Lumber exports also figure to ramp way up, too.


----------



## PlugsAndLights (Jan 19, 2016)

Are you asking if there's a maximum number of years it can take to get 
your 9000 hours? If so, I don't know the answer, but would suggest the 
following:
~look back through the package you should have received when you 
were signed up to see if this info is in there
~the package should have contact info and perhaps the business card 
of the guy who signed you up- call him/her
~don't have the package? Call the ministry of trades, or whatever body
is responsible for apprenticeships in BC. 

My only personal experience is that I've seen some guys take decades to 
write, mostly because they were guys who didn't want to do the schooling.
These guys had plenty of hours. 
P&L


----------



## daveEM (Nov 18, 2012)

sparky783 said:


> It very well could, but it needs the attention.

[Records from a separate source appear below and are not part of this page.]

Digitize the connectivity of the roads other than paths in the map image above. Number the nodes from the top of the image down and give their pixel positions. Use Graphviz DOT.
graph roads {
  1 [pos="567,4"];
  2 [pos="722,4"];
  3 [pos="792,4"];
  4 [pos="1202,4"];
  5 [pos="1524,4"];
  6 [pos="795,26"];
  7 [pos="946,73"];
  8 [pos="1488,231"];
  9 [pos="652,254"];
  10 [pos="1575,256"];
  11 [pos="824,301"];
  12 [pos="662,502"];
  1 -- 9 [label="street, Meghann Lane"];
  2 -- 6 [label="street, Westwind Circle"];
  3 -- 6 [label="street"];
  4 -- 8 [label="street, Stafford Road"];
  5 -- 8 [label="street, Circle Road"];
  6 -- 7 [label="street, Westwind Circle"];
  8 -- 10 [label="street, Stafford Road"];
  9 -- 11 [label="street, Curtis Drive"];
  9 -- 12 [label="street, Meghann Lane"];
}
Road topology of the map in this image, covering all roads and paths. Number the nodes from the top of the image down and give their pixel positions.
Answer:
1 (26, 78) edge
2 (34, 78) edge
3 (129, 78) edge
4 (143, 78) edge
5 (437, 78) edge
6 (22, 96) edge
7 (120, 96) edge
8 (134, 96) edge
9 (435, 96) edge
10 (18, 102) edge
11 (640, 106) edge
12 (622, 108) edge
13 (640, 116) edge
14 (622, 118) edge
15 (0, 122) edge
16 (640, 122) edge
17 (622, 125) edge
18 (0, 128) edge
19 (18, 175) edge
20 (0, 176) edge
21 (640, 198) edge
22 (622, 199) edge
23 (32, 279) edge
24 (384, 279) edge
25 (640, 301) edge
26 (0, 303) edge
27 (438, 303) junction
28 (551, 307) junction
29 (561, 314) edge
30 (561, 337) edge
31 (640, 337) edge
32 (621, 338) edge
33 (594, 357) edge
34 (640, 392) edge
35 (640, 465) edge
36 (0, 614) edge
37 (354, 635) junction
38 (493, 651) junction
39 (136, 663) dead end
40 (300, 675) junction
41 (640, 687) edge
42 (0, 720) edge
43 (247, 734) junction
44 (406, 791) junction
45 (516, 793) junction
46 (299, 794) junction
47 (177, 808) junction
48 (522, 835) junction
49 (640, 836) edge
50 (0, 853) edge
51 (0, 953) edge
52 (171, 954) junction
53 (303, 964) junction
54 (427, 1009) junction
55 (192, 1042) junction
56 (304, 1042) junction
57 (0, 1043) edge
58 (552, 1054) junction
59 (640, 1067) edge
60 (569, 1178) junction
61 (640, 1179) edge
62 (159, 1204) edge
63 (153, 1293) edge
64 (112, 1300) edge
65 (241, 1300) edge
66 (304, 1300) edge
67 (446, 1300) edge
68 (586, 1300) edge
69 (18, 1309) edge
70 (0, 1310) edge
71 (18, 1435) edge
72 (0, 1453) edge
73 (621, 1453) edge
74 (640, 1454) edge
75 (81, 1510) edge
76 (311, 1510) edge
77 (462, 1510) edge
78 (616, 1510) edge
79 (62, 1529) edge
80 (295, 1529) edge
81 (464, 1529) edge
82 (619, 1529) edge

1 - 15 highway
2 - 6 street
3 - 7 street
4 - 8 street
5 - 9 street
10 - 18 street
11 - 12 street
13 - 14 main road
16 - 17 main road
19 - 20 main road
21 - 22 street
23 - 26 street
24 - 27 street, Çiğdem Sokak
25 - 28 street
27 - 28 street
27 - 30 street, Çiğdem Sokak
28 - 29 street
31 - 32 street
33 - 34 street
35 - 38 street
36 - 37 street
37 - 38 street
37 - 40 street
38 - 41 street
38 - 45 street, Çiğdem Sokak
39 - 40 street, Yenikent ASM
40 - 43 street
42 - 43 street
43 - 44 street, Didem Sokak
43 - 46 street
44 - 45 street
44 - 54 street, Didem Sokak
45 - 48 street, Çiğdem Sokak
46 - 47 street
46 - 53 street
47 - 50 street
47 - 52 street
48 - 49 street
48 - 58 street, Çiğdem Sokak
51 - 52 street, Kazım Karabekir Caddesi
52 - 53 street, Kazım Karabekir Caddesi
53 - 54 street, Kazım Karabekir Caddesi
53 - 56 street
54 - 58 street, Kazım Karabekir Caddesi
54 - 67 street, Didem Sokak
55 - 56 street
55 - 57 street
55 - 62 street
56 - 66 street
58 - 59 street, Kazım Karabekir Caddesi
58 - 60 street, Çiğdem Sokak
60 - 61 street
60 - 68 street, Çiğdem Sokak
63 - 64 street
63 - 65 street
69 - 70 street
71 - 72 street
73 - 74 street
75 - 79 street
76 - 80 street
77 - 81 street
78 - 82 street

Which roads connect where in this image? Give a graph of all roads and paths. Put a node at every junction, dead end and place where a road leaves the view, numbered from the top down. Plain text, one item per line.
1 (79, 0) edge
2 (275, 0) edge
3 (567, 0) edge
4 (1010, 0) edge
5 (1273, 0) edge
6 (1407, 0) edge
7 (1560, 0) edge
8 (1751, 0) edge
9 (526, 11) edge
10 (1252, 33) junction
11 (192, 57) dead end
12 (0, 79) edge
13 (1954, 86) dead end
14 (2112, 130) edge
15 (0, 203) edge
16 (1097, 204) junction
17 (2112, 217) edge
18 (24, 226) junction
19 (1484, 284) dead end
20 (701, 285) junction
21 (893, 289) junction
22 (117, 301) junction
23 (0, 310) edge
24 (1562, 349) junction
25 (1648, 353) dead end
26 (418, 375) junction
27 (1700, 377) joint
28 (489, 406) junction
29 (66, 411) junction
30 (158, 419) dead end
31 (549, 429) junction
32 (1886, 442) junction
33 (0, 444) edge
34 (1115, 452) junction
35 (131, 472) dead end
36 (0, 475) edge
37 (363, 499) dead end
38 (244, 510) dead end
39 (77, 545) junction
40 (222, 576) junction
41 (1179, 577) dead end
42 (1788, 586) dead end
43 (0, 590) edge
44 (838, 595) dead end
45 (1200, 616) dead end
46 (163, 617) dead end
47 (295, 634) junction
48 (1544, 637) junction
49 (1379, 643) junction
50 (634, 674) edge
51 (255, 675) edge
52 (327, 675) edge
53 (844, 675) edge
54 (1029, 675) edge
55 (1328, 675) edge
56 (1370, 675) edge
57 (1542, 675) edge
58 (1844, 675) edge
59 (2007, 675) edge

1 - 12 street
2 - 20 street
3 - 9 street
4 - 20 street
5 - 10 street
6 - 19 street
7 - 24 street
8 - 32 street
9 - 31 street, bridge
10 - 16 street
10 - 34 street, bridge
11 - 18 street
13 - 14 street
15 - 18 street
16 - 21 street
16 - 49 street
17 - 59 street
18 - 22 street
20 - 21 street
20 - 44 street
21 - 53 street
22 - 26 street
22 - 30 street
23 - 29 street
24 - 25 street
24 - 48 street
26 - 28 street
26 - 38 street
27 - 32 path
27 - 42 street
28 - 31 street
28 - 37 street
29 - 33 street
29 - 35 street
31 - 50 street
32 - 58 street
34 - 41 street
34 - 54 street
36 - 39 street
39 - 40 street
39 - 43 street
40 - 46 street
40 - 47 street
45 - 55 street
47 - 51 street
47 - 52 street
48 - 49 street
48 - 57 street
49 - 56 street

It's viable until the CDN dollars raises against the US and then it's no work at all.


I bought a CB750 Honda in '72. No GST. 










In '73 I took it for a ride to Los Angeles. No passport required.

Canadian dollar was $1.06 against the US Dollar in 1973 (or maybe '74, - I went both years). Those were the days. I suspect it will not happen again.

I signed in 1968 for a $1.10 an hour. Labor guy was at $3.00 or maybe less. As others say look long term.


----------



## sparky783 (Dec 9, 2016)

Thanks for all the replies!



telsa said:


> Smuggling Liberals across the border _could_ actually prove to be a life-time career.
> 
> HOWEVER.
> 
> ...


That's a good piece of information, and I have until March to see that play through as I'll be getting out of school then.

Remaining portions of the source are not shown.